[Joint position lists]
============

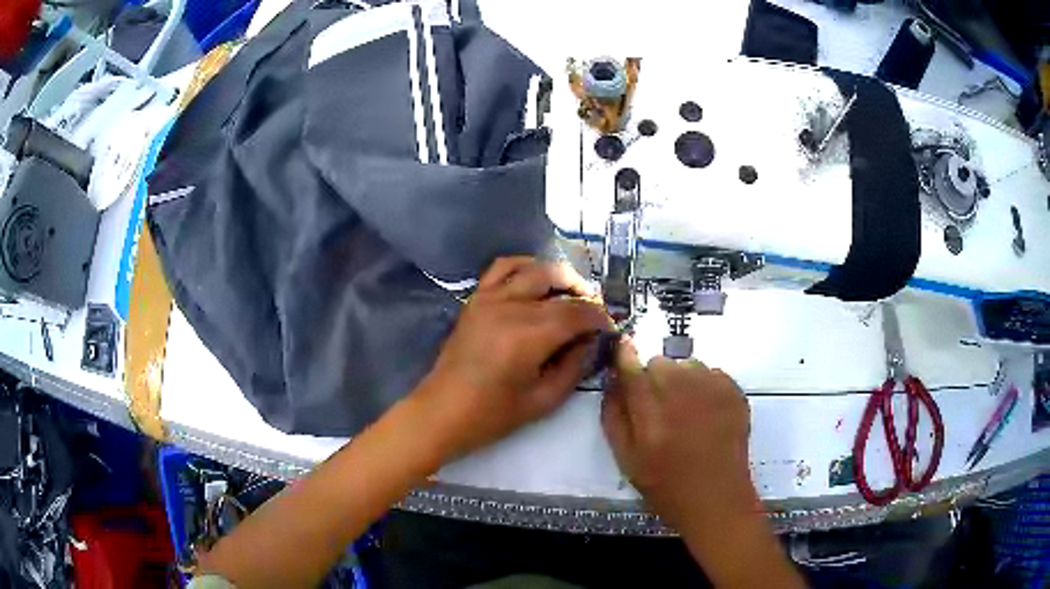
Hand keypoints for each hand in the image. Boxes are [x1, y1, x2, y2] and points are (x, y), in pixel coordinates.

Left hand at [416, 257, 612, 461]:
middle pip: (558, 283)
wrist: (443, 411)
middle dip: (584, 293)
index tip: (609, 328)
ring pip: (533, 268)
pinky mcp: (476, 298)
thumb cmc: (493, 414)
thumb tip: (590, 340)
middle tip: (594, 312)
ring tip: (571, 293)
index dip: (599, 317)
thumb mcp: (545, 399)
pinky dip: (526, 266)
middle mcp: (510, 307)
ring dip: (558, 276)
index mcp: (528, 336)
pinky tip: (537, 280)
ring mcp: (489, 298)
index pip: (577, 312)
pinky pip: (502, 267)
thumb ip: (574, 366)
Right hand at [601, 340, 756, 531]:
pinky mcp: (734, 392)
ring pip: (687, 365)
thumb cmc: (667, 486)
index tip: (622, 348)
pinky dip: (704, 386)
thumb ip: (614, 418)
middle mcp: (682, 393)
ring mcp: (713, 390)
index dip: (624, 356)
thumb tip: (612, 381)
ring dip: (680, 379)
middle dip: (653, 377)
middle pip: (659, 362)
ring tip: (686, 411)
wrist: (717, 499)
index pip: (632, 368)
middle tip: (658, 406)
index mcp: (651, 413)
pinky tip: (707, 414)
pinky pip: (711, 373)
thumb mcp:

============

* TASK *
Look for the string "pinky" in the data above and return every line that has it.

* FINAL ANSWER *
pinky mcp: (476, 298)
pinky dip: (526, 266)
pinky tip: (537, 280)
pinky pip: (502, 267)
pinky mcp: (734, 392)
pinky dip: (704, 386)
pinky tip: (707, 414)
pinky pip: (711, 373)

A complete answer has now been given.